### DATA UNDER STUDY ###
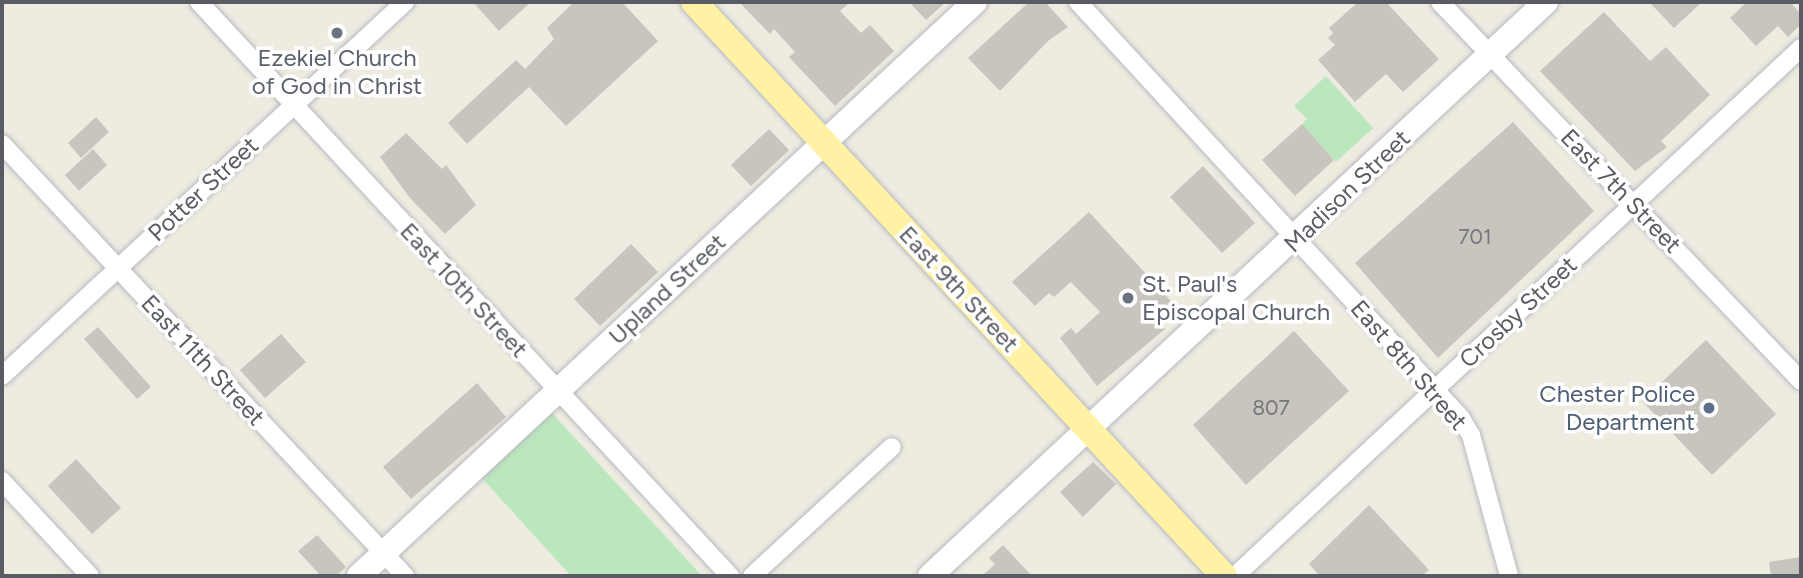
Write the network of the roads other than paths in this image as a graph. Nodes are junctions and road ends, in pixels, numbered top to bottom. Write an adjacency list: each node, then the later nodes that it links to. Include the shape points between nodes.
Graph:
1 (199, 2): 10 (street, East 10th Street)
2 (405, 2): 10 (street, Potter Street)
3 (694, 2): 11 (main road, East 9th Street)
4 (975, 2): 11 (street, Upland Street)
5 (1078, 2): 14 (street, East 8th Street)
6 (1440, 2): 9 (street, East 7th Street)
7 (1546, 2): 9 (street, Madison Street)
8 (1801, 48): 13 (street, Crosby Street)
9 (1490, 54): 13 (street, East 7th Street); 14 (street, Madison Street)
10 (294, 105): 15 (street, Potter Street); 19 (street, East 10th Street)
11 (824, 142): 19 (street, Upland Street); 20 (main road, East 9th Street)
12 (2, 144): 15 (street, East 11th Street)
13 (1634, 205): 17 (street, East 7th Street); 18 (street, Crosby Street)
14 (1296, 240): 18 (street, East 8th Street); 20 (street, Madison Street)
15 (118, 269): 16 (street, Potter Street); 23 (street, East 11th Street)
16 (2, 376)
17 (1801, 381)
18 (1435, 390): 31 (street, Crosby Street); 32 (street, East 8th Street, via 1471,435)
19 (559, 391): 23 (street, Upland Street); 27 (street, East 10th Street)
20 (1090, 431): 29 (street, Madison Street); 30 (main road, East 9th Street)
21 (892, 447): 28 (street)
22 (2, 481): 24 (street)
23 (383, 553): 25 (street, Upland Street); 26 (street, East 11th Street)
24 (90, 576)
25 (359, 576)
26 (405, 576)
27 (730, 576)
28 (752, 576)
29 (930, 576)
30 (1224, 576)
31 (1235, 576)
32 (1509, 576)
###
### DATA UNDER STUDY ###
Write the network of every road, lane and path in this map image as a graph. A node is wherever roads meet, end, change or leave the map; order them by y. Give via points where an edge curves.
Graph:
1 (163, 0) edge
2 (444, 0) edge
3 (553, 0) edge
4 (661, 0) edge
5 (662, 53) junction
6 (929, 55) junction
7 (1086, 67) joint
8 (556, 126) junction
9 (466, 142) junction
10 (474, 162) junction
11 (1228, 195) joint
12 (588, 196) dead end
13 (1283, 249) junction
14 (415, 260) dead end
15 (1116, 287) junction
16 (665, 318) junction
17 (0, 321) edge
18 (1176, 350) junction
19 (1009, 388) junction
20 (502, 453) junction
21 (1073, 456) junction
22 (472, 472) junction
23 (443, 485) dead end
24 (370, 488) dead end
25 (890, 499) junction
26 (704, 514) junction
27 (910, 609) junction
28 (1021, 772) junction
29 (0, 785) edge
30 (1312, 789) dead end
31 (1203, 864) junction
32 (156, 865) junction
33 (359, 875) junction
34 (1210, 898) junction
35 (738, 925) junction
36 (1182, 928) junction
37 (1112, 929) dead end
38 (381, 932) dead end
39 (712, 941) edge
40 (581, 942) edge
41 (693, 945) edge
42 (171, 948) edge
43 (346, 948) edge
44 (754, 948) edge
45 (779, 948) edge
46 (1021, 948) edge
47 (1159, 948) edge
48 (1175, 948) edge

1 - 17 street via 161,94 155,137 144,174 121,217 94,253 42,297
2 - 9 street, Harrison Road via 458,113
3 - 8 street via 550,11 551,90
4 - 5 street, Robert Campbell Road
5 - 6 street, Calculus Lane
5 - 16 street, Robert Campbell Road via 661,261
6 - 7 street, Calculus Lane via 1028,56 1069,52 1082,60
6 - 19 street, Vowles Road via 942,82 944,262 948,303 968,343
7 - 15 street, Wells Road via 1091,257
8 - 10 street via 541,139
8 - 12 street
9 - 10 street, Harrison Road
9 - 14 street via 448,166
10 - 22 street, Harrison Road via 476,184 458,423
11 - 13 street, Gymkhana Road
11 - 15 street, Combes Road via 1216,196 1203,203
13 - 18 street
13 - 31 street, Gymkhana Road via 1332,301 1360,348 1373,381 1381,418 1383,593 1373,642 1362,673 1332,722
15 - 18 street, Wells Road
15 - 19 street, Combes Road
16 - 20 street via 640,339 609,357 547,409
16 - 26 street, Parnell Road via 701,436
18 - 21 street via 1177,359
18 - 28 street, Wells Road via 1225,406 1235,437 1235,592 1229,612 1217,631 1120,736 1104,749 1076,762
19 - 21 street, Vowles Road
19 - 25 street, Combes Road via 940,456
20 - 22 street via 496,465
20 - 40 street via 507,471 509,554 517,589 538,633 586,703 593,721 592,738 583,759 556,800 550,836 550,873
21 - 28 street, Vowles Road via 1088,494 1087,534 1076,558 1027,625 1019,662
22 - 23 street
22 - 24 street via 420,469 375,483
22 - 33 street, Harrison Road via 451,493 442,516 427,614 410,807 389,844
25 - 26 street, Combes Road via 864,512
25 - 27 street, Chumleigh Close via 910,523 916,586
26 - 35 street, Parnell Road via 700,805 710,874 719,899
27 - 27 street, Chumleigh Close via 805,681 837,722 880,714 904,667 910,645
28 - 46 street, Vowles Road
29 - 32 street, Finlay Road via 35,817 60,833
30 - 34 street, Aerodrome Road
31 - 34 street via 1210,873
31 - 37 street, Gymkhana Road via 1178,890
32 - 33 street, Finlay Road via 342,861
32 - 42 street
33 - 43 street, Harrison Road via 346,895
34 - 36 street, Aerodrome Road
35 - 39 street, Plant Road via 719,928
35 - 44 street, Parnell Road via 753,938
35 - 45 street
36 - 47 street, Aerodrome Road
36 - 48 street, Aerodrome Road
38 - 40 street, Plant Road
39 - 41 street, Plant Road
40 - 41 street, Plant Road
###
**TASK**
Scan the entries above and return each line that holds "roads".

**RESULT FOR THIS TASK**
Write the network of the roads other than paths in this image as a graph. Nodes are junctions and road ends, in pixels, numbered top to bottom. Write an adjacency list: each node, then the later nodes that it links to. Include the shape points between nodes.
Write the network of every road, lane and path in this map image as a graph. A node is wherever roads meet, end, change or leave the map; order them by y. Give via points where an edge curves.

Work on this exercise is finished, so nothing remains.